安藤政権交代前の民主党には、違う社会を作るというわくわく感が確かにありましたね。多くの人がマニフェストを手に取っていきました。

今回の総選挙にはそういう盛り上がりは感じられませんでした。実際、投票率も過去3番目の低さでした。

尾中2017年の総選挙では、選挙直前で立憲民主党が立ち上がり、リベラル勢力をつぶしてはいけないという盛り上がりがありました。でも、今回は政権選択選挙。前回のように盛り上がりに頼って勝つのは難しかったでしょう。

総選挙結果を読み解く

安藤今回の選挙結果をどう見ていますか?

尾中選挙前の世論調査と結果にかい離があって、専門家の詳しい分析を得ないと評価は難しいです。

ただ、立憲民主党はできたばかりの政党で地方議員も少なく地力が圧倒的に足りていません。今回はここまでが限界だったのではないでしょうか。民主党も政権を獲得するまで、1996年の結党から2009年まで13年かかったのです。

選挙ごとの議席数を見れば、2017年の56議席からはじまり、今回は96議席へと議席を伸ばしました。比例票も1190万近く獲得しています。選挙ごとの歩みを見る限り、決して後退したわけではありません。そこは一定の評価をしていいのではないでしょうか。

安藤立憲民主党の選挙戦略はどう評価しますか。

尾中小選挙区では、接戦の選挙区がたくさんありました。そのうちの一つでも多く取れれば、比例の議席も増え、結果は大きく変わったはずです。

応援団は一人でも多い方がいいと私は思います。選挙区で接戦を繰り広げ、1票でもほしいというときに応援団の選別をする余裕があるでしょうか。1票を得るために懸命に活動している際に、誰かを切れというのは、選挙を戦う上で甘いのではないかと思います。

安藤選挙戦術を考えるのは政党で、私たちはあくまで、めざすべく政策を実現するために政党を応援する「応援団」です。その一線は踏まえた活動をしていきたいと思います。

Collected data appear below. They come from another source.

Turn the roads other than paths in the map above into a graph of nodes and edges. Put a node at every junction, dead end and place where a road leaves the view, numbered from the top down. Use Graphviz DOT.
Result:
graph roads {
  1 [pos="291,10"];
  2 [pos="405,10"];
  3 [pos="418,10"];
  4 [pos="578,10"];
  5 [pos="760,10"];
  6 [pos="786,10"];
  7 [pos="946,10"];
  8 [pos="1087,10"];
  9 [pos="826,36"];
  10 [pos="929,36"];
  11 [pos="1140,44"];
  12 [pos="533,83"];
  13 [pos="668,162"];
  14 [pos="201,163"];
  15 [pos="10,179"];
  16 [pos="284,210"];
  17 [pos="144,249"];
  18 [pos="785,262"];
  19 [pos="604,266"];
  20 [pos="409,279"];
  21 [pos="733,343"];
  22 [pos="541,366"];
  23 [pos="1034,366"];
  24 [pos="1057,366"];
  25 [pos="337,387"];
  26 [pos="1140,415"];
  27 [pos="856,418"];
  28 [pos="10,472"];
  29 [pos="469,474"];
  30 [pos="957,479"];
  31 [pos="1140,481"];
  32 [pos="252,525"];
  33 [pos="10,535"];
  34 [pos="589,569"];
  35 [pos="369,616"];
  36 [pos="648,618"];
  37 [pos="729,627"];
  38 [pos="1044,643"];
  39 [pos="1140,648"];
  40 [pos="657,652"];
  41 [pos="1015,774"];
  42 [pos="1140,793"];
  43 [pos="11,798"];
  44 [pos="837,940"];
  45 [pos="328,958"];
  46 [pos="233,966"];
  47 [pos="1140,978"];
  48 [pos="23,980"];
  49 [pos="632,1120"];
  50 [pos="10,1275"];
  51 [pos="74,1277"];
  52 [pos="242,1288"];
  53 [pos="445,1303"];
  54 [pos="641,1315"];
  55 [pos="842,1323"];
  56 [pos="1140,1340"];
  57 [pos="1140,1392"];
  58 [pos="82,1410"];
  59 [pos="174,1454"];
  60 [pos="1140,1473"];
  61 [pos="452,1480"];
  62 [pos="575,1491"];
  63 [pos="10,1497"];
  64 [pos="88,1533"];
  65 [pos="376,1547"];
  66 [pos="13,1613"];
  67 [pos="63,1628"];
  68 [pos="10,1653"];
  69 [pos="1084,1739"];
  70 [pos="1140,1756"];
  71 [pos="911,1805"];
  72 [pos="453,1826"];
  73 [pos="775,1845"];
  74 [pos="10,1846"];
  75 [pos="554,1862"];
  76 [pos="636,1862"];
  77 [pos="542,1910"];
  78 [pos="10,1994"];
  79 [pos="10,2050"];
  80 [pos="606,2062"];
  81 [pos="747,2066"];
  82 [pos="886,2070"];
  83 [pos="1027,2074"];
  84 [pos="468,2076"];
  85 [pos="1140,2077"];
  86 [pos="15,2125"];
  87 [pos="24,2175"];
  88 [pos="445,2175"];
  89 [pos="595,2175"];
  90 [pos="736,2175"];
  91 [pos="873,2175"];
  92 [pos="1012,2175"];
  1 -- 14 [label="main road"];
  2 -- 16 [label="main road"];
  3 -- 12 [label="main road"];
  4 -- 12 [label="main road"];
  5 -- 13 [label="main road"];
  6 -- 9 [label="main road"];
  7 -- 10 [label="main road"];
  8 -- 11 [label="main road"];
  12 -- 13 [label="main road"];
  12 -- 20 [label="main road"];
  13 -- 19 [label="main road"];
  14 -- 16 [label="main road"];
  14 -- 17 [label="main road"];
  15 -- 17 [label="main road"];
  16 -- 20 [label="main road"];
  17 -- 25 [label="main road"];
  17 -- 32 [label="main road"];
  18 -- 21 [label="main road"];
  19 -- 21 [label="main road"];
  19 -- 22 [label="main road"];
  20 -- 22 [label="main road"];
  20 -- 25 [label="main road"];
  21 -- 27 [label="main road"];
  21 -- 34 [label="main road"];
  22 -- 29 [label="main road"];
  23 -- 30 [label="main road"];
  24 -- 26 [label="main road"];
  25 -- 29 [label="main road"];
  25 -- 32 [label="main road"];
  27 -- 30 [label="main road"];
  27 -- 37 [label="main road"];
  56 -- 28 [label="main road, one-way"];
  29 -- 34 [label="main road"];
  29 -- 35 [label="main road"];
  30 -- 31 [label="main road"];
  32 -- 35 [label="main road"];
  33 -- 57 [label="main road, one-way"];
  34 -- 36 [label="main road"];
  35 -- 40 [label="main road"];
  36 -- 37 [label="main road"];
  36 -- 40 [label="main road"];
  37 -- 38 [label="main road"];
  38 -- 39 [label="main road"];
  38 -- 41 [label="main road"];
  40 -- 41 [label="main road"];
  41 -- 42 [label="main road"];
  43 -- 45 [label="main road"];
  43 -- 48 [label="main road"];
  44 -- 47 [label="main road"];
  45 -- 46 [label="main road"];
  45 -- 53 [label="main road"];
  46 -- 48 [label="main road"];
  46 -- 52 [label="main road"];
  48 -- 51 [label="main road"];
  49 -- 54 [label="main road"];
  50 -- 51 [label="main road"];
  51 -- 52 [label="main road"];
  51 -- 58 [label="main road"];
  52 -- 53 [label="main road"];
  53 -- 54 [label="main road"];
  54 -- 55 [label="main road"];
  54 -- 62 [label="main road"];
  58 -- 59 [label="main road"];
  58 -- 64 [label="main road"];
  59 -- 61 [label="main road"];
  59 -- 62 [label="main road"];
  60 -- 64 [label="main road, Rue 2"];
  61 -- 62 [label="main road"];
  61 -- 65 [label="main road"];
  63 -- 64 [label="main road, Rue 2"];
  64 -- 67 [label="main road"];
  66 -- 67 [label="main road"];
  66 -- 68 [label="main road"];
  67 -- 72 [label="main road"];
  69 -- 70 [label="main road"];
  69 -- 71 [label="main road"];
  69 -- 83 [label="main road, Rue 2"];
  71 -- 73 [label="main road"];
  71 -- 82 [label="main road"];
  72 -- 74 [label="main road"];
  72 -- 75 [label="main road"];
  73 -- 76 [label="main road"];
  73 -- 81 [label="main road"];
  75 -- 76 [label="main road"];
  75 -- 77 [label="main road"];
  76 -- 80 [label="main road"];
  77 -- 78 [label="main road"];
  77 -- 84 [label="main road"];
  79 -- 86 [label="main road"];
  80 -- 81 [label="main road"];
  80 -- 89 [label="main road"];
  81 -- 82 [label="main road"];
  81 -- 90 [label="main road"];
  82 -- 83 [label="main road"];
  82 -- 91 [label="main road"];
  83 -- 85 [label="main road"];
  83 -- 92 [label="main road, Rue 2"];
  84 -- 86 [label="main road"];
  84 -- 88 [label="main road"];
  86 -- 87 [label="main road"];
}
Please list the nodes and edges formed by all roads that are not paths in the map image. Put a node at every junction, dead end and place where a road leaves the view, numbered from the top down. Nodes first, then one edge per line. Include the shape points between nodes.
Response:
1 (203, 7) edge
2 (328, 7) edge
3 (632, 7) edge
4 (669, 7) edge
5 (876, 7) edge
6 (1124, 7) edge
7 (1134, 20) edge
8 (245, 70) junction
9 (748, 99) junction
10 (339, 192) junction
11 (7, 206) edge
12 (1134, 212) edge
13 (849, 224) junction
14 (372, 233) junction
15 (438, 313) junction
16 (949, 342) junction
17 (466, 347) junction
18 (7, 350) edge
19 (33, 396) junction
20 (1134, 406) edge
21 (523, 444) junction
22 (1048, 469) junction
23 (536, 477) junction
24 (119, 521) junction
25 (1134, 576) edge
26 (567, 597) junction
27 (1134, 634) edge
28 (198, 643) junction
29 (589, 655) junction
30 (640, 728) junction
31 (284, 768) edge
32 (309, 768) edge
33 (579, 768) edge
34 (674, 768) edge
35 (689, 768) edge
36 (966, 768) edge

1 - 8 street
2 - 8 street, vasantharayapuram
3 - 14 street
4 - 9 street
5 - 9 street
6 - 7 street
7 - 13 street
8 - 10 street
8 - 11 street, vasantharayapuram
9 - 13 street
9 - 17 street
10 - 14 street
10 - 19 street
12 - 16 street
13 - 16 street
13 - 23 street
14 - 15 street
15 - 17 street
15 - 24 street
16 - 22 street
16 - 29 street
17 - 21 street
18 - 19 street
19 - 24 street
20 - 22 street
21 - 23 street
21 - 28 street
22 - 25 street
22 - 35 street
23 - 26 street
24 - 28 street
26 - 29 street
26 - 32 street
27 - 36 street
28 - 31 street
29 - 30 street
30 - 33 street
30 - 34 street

2017年9月、新党の立ち上げを決め街頭演説した枝野氏 (東京・有楽町)

立憲執行部への期待

安藤立憲民主党の代表選挙をどう見ていましたか。

尾中かつての民主党には、党内の対立を中で解決せずに、外に持ち出して自分をアピールするような議員もいました。しかし、今回の代表選挙ではそうした動きは見られず、今の政党の理念や政策は継承していくという姿勢が見て取れました。そのことには胸をなでおろしています。

立憲民主党に対して、ウイングを広げるべきという指摘もありますが、広げるべきなのは政策のウイングではありません。「政策の軸をぶらさずに、支持のウイングを広げる」ことをめざすべきです。その点を踏まえながら、政権交代可能な政党に育ってほしいと考えています。

「批判嫌い」を乗り越える

安藤私は今回の総選挙の一番の課題は、投票率が55%しかなかったことだと捉えています。コロナ禍で政治のあり方が大切だと多くの人が感じたはずなのに、投票に行かない人が半分近くいた。この結果を分析する必要があると思っています。

尾中おっしゃる通りで、これは政治全体の課題です。政治は有権者にとってもっと身近にある、と感じてもらう働き掛けが必要です。

コロナ禍で国会中継を見る人が増えたり、私の本を手に取ってくれる人がいたり、政治に対する関心が高まっているのではないかと感じていました。それでも、ふたを開けるとこの投票率でした。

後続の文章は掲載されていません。